Records provided:
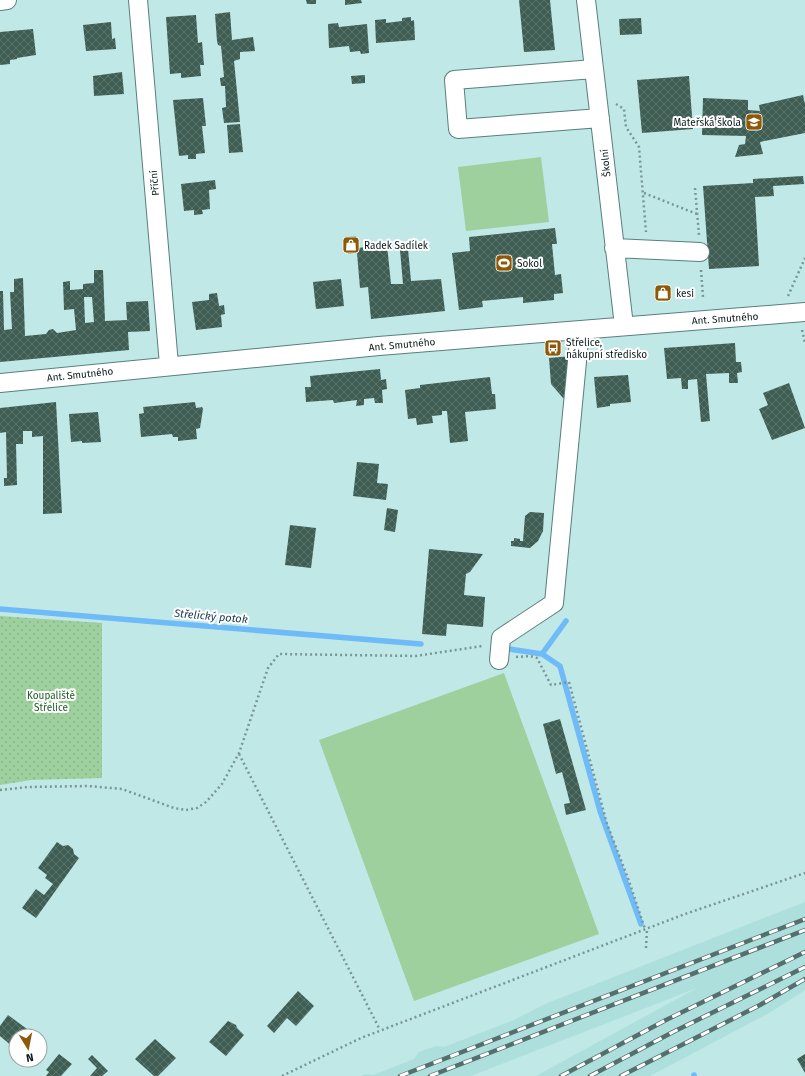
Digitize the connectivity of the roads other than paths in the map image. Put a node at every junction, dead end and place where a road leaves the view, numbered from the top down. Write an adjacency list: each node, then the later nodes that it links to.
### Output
1 (0, 0): 2 (street)
2 (7, 0)
3 (138, 0): 12 (street, Příční)
4 (586, 0): 5 (street, Školní)
5 (594, 70): 6 (street, Školní); 6 (street)
6 (600, 118): 7 (street, Školní)
7 (614, 248): 8 (street); 10 (street, Školní)
8 (700, 252)
9 (797, 312): 10 (street, Ant. Smutného)
10 (624, 326): 11 (street, Ant. Smutného)
11 (580, 330): 12 (street, Ant. Smutného); 14 (street)
12 (169, 365): 13 (street, Ant. Smutného)
13 (0, 383)
14 (500, 654)

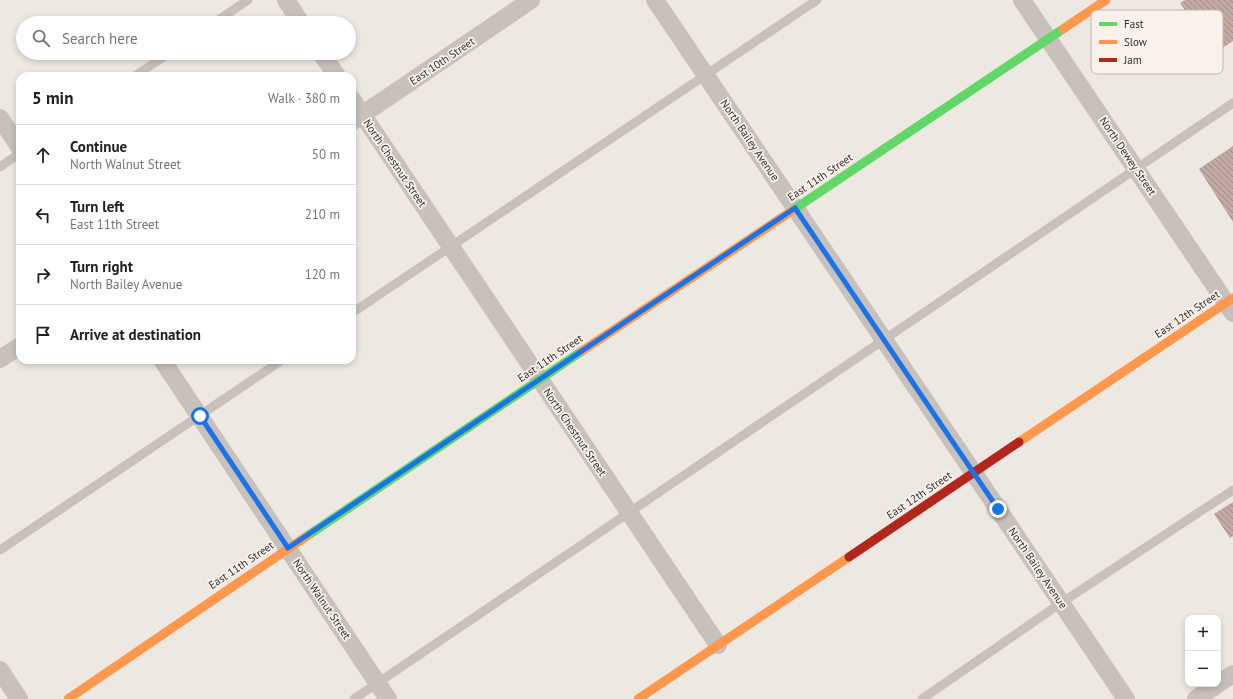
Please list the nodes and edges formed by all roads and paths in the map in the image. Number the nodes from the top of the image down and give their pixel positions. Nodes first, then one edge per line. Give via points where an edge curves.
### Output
1 (248, 0) edge
2 (286, 0) edge
3 (531, 0) edge
4 (655, 0) edge
5 (818, 0) edge
6 (1022, 0) edge
7 (1106, 0) edge
8 (1091, 10) edge
9 (1091, 10) edge
10 (224, 16) edge
11 (296, 16) edge
12 (1048, 39) junction
13 (159, 60) edge
14 (326, 60) edge
15 (141, 72) edge
16 (333, 72) edge
17 (706, 76) junction
18 (1233, 103) edge
19 (0, 118) edge
20 (357, 118) edge
21 (16, 142) edge
22 (16, 156) edge
23 (0, 167) edge
24 (1136, 168) junction
25 (795, 208) junction
26 (451, 246) junction
27 (1231, 305) edge
28 (356, 310) edge
29 (884, 339) junction
30 (16, 349) edge
31 (0, 360) edge
32 (165, 364) edge
33 (276, 364) edge
34 (540, 379) junction
35 (200, 416) junction
36 (974, 473) junction
37 (1233, 490) edge
38 (629, 513) junction
39 (288, 548) junction
40 (0, 550) edge
41 (1061, 603) junction
42 (718, 645) junction
43 (0, 670) edge
44 (1233, 674) edge
45 (1221, 682) edge
46 (378, 683) junction
47 (1214, 687) edge
48 (19, 699) edge
49 (68, 699) edge
50 (354, 699) edge
51 (388, 699) edge
52 (638, 699) edge
53 (922, 699) edge
54 (1126, 699) edge
55 (1196, 699) edge

1 - 10 lane
2 - 11 street
3 - 20 street, East 10th Street
4 - 17 street, North Bailey Avenue
5 - 17 lane
6 - 12 street, North Dewey Street
7 - 9 street, East 11th Street
8 - 12 street, East 11th Street
12 - 24 street, North Dewey Street
12 - 25 street, East 11th Street
13 - 15 lane
14 - 16 street
17 - 25 street, North Bailey Avenue
17 - 26 lane
18 - 24 lane
19 - 21 street
20 - 26 street, North Chestnut Street
22 - 23 lane
24 - 27 street, North Dewey Street
24 - 29 lane
25 - 29 street, North Bailey Avenue
25 - 34 street, East 11th Street
26 - 28 lane
26 - 34 street, North Chestnut Street
27 - 36 street, East 12th Street
29 - 36 street, North Bailey Avenue
29 - 38 lane
30 - 31 street
32 - 35 street, North Walnut Street
33 - 35 lane
34 - 38 street, North Chestnut Street
34 - 39 street, East 11th Street
35 - 39 street, North Walnut Street
35 - 40 lane
36 - 41 street, North Bailey Avenue
36 - 42 street, East 12th Street
37 - 41 lane
38 - 42 street, North Chestnut Street
38 - 46 lane
39 - 46 street, North Walnut Street
39 - 49 street, East 11th Street
41 - 53 lane
41 - 54 street, North Bailey Avenue
42 - 52 street, East 12th Street
43 - 48 street
44 - 45 street
46 - 50 lane
46 - 51 street, North Walnut Street
47 - 55 street

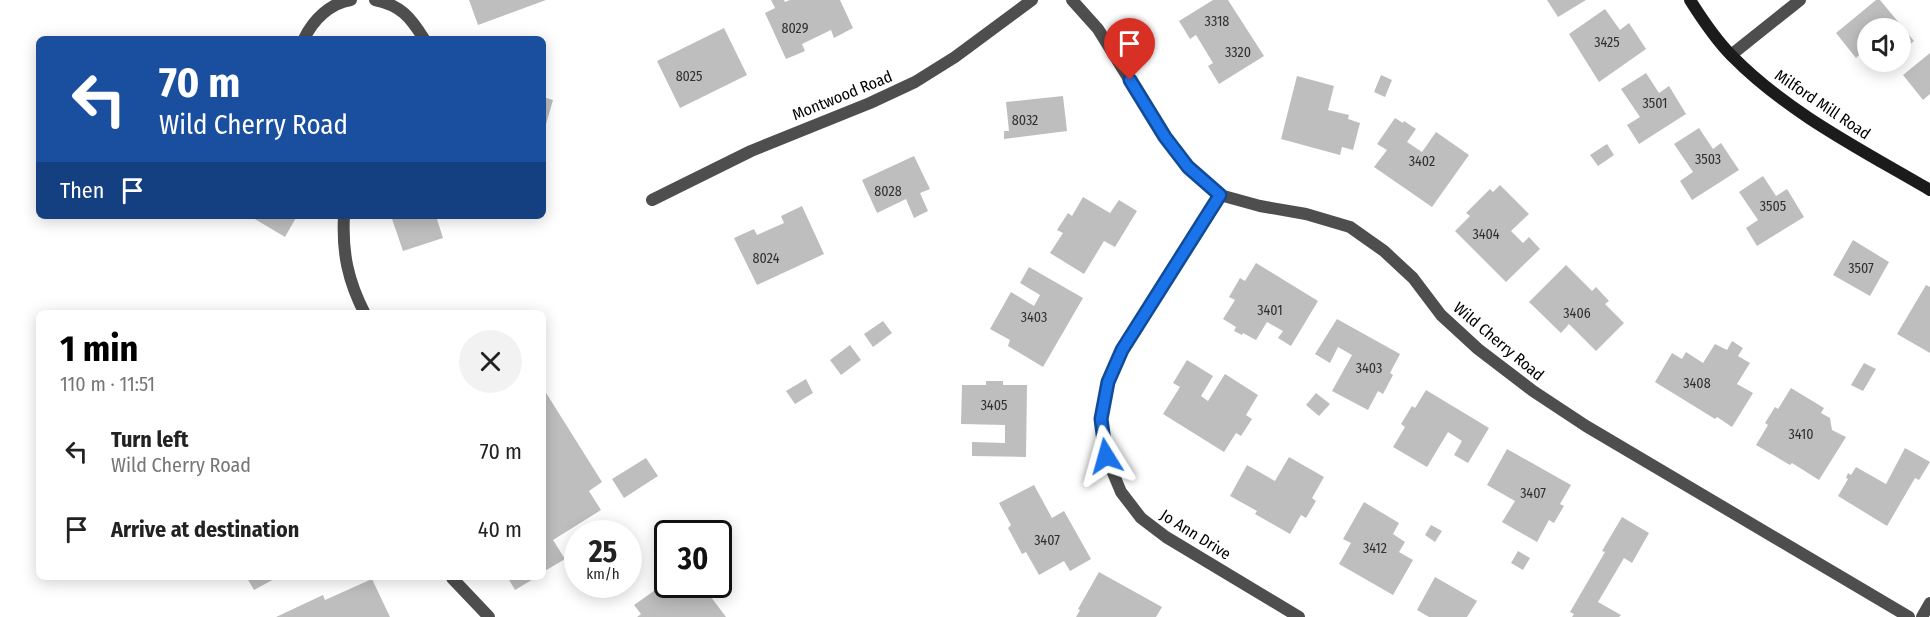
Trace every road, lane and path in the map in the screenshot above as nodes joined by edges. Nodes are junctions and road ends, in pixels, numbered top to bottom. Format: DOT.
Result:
graph roads {
  1 [pos="351,0"];
  2 [pos="1032,0"];
  3 [pos="1072,0"];
  4 [pos="1690,0"];
  5 [pos="1800,0"];
  6 [pos="384,1"];
  7 [pos="306,36"];
  8 [pos="422,36"];
  9 [pos="1731,55"];
  10 [pos="1930,190"];
  11 [pos="1220,195"];
  12 [pos="652,200"];
  13 [pos="344,219"];
  14 [pos="363,310"];
  15 [pos="454,580"];
  16 [pos="1930,603"];
  17 [pos="489,617"];
  18 [pos="1299,617"];
  19 [pos="1909,617"];
  20 [pos="1922,617"];
  1 -- 7 [label="street"];
  2 -- 12 [label="street, Montwood Road"];
  3 -- 11 [label="street, Wild Cherry Road"];
  4 -- 9 [label="main road, Milford Mill Road"];
  5 -- 9 [label="street"];
  6 -- 8 [label="street"];
  9 -- 10 [label="main road, Milford Mill Road"];
  11 -- 18 [label="street, Jo Ann Drive"];
  11 -- 19 [label="street, Wild Cherry Road"];
  13 -- 14 [label="street"];
  15 -- 17 [label="street"];
  16 -- 20 [label="street"];
}
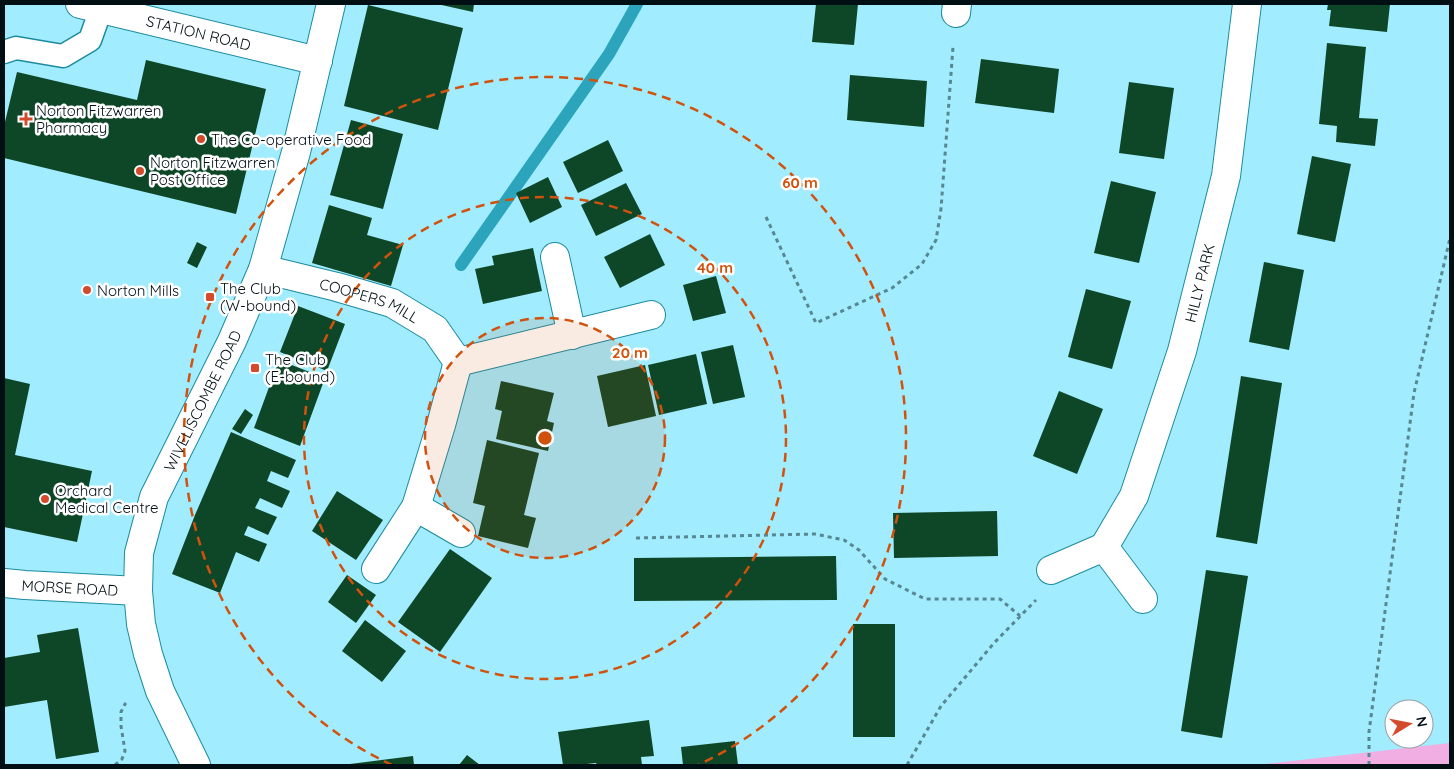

Aim of the task: What you hand back should match the listing exactly, except that no pictures appear.

Answer for this exercise:
Digitize the connectivity of the roads other than paths in the map image. Put a node at every junction, dead end and place where a road leaves the view, numbered from the top down. Write an adjacency list: each node, then the later nodes that it links to.
### Output
1 (0, 0): 2 (street)
2 (7, 0)
3 (138, 0): 12 (street, Příční)
4 (586, 0): 5 (street, Školní)
5 (594, 70): 6 (street, Školní); 6 (street)
6 (600, 118): 7 (street, Školní)
7 (614, 248): 8 (street); 10 (street, Školní)
8 (700, 252)
9 (797, 312): 10 (street, Ant. Smutného)
10 (624, 326): 11 (street, Ant. Smutného)
11 (580, 330): 12 (street, Ant. Smutného); 14 (street)
12 (169, 365): 13 (street, Ant. Smutného)
13 (0, 383)
14 (500, 654)

Please list the nodes and edges formed by all roads and paths in the map in the image. Number the nodes from the top of the image down and give their pixel positions. Nodes first, then one edge per line. Give via points where an edge curves.
### Output
1 (248, 0) edge
2 (286, 0) edge
3 (531, 0) edge
4 (655, 0) edge
5 (818, 0) edge
6 (1022, 0) edge
7 (1106, 0) edge
8 (1091, 10) edge
9 (1091, 10) edge
10 (224, 16) edge
11 (296, 16) edge
12 (1048, 39) junction
13 (159, 60) edge
14 (326, 60) edge
15 (141, 72) edge
16 (333, 72) edge
17 (706, 76) junction
18 (1233, 103) edge
19 (0, 118) edge
20 (357, 118) edge
21 (16, 142) edge
22 (16, 156) edge
23 (0, 167) edge
24 (1136, 168) junction
25 (795, 208) junction
26 (451, 246) junction
27 (1231, 305) edge
28 (356, 310) edge
29 (884, 339) junction
30 (16, 349) edge
31 (0, 360) edge
32 (165, 364) edge
33 (276, 364) edge
34 (540, 379) junction
35 (200, 416) junction
36 (974, 473) junction
37 (1233, 490) edge
38 (629, 513) junction
39 (288, 548) junction
40 (0, 550) edge
41 (1061, 603) junction
42 (718, 645) junction
43 (0, 670) edge
44 (1233, 674) edge
45 (1221, 682) edge
46 (378, 683) junction
47 (1214, 687) edge
48 (19, 699) edge
49 (68, 699) edge
50 (354, 699) edge
51 (388, 699) edge
52 (638, 699) edge
53 (922, 699) edge
54 (1126, 699) edge
55 (1196, 699) edge

1 - 10 lane
2 - 11 street
3 - 20 street, East 10th Street
4 - 17 street, North Bailey Avenue
5 - 17 lane
6 - 12 street, North Dewey Street
7 - 9 street, East 11th Street
8 - 12 street, East 11th Street
12 - 24 street, North Dewey Street
12 - 25 street, East 11th Street
13 - 15 lane
14 - 16 street
17 - 25 street, North Bailey Avenue
17 - 26 lane
18 - 24 lane
19 - 21 street
20 - 26 street, North Chestnut Street
22 - 23 lane
24 - 27 street, North Dewey Street
24 - 29 lane
25 - 29 street, North Bailey Avenue
25 - 34 street, East 11th Street
26 - 28 lane
26 - 34 street, North Chestnut Street
27 - 36 street, East 12th Street
29 - 36 street, North Bailey Avenue
29 - 38 lane
30 - 31 street
32 - 35 street, North Walnut Street
33 - 35 lane
34 - 38 street, North Chestnut Street
34 - 39 street, East 11th Street
35 - 39 street, North Walnut Street
35 - 40 lane
36 - 41 street, North Bailey Avenue
36 - 42 street, East 12th Street
37 - 41 lane
38 - 42 street, North Chestnut Street
38 - 46 lane
39 - 46 street, North Walnut Street
39 - 49 street, East 11th Street
41 - 53 lane
41 - 54 street, North Bailey Avenue
42 - 52 street, East 12th Street
43 - 48 street
44 - 45 street
46 - 50 lane
46 - 51 street, North Walnut Street
47 - 55 street

Trace every road, lane and path in the map in the screenshot above as nodes joined by edges. Nodes are junctions and road ends, in pixels, numbered top to bottom. Format: DOT.
Result:
graph roads {
  1 [pos="351,0"];
  2 [pos="1032,0"];
  3 [pos="1072,0"];
  4 [pos="1690,0"];
  5 [pos="1800,0"];
  6 [pos="384,1"];
  7 [pos="306,36"];
  8 [pos="422,36"];
  9 [pos="1731,55"];
  10 [pos="1930,190"];
  11 [pos="1220,195"];
  12 [pos="652,200"];
  13 [pos="344,219"];
  14 [pos="363,310"];
  15 [pos="454,580"];
  16 [pos="1930,603"];
  17 [pos="489,617"];
  18 [pos="1299,617"];
  19 [pos="1909,617"];
  20 [pos="1922,617"];
  1 -- 7 [label="street"];
  2 -- 12 [label="street, Montwood Road"];
  3 -- 11 [label="street, Wild Cherry Road"];
  4 -- 9 [label="main road, Milford Mill Road"];
  5 -- 9 [label="street"];
  6 -- 8 [label="street"];
  9 -- 10 [label="main road, Milford Mill Road"];
  11 -- 18 [label="street, Jo Ann Drive"];
  11 -- 19 [label="street, Wild Cherry Road"];
  13 -- 14 [label="street"];
  15 -- 17 [label="street"];
  16 -- 20 [label="street"];
}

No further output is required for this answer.